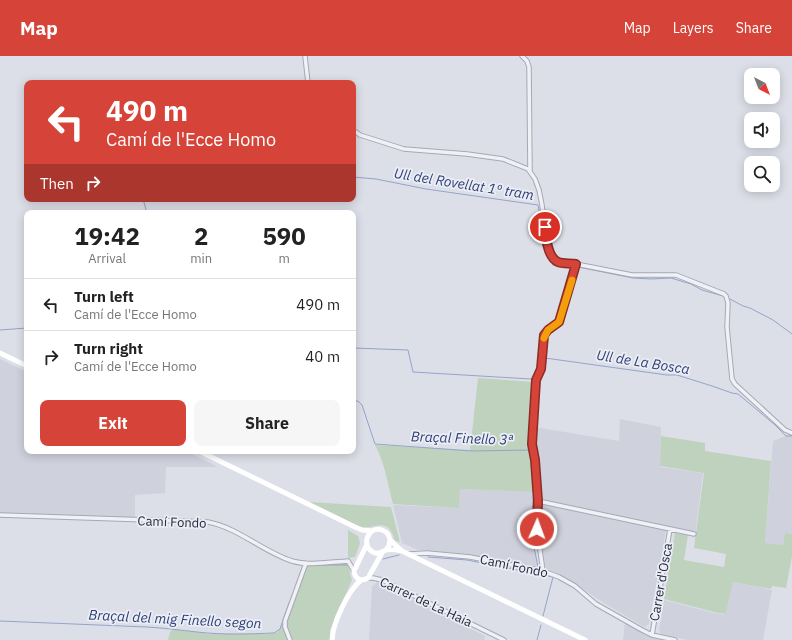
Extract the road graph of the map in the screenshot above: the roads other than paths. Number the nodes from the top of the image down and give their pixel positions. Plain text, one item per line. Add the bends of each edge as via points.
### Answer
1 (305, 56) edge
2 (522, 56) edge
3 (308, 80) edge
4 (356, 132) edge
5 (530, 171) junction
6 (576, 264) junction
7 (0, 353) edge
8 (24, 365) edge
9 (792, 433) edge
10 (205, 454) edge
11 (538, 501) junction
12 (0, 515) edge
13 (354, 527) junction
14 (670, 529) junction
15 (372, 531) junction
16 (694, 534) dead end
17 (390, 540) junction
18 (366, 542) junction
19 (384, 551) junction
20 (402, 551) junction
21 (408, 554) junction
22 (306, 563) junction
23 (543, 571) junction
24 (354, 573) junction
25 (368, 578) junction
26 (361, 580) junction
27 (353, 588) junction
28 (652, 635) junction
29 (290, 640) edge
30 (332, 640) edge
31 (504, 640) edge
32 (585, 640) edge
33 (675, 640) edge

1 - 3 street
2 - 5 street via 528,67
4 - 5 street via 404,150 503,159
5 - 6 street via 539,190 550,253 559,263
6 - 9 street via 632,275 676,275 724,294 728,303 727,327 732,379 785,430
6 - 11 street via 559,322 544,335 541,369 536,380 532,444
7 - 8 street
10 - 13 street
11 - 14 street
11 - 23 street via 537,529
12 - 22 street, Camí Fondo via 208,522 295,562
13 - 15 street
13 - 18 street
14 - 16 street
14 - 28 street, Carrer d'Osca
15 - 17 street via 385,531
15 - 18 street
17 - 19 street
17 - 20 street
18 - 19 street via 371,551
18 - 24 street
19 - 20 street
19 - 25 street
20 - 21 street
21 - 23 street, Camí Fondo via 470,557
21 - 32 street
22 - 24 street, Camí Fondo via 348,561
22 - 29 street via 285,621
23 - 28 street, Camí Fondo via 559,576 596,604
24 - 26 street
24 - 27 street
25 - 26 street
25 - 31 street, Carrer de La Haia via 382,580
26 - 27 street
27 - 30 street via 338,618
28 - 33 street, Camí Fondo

----

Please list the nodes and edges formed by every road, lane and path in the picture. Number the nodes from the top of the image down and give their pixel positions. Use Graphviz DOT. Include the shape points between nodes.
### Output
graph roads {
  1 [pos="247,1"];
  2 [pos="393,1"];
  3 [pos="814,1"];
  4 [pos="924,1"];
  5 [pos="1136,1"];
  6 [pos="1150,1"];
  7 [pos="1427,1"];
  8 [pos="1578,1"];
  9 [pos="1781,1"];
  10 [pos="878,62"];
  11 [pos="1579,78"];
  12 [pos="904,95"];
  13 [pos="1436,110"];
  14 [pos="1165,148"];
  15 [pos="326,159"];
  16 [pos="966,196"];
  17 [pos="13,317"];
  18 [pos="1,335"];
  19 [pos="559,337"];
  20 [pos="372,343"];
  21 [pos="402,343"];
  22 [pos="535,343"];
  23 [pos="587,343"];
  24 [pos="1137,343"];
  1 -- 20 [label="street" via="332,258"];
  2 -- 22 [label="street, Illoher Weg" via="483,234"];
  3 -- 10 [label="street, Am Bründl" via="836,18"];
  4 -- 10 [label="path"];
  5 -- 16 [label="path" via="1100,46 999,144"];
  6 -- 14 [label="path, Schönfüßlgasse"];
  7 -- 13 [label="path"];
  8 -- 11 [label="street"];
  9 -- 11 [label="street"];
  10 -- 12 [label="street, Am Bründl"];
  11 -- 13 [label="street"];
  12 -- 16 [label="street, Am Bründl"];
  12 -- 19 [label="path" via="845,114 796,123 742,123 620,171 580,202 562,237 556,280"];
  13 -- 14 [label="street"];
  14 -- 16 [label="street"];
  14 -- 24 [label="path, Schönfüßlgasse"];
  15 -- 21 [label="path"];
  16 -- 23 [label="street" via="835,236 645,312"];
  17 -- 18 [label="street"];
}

----

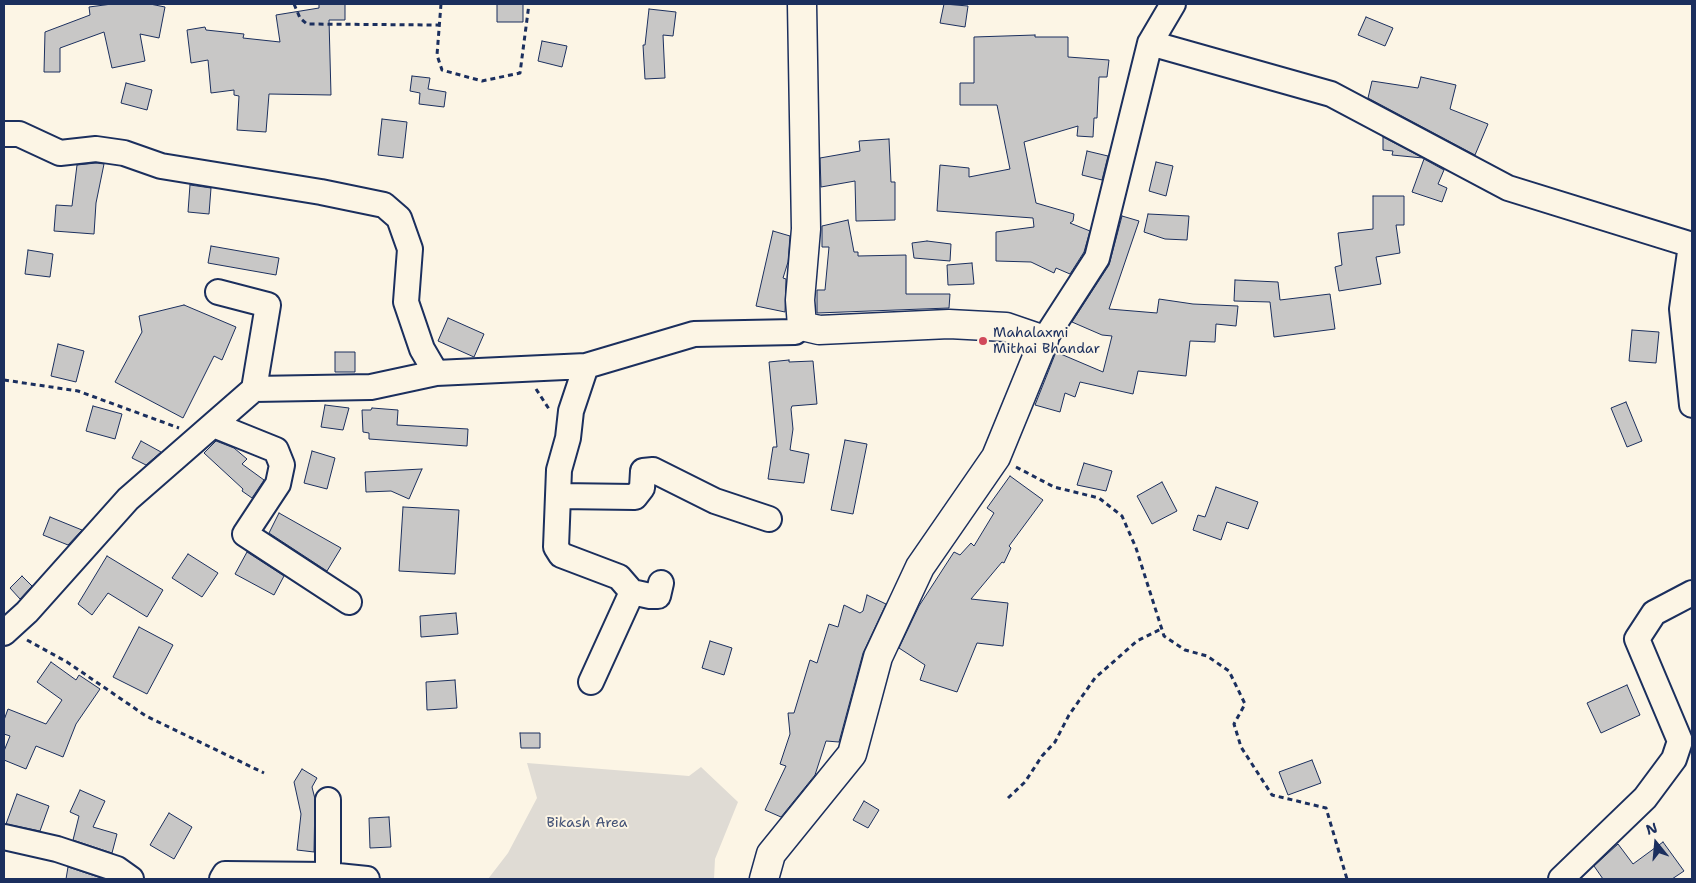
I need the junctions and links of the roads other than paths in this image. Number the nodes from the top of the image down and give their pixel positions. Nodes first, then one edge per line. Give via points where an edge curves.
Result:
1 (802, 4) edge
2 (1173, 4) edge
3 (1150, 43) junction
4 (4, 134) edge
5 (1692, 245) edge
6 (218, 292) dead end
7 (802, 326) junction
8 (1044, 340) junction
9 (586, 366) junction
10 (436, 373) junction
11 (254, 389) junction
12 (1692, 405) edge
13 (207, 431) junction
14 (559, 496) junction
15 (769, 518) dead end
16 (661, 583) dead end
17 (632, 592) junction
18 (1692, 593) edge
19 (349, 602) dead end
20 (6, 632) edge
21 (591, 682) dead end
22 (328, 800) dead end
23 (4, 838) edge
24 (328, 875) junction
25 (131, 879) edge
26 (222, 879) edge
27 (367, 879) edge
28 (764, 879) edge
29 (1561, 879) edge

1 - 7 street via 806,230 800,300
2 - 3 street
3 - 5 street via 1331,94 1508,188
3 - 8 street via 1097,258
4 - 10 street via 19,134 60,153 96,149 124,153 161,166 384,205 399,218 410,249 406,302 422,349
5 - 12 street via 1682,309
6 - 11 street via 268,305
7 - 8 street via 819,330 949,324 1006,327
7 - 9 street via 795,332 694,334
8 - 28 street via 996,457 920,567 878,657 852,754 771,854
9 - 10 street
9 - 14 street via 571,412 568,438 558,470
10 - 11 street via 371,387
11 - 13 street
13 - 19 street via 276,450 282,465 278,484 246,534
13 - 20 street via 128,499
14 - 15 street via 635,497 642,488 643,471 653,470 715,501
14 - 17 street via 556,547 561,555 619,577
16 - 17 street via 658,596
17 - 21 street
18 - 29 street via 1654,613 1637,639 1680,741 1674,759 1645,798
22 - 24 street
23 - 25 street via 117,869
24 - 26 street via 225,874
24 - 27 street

----

__Goal of the exercise__
Search the entries for the word "roads", then copy every line in which it is found.

__Result of this exercise__
Extract the road graph of the map in the screenshot above: the roads other than paths. Number the nodes from the top of the image down and give their pixel positions. Plain text, one item per line. Add the bends of each edge as via points.
graph roads {
I need the junctions and links of the roads other than paths in this image. Number the nodes from the top of the image down and give their pixel positions. Nodes first, then one edge per line. Give via points where an edge curves.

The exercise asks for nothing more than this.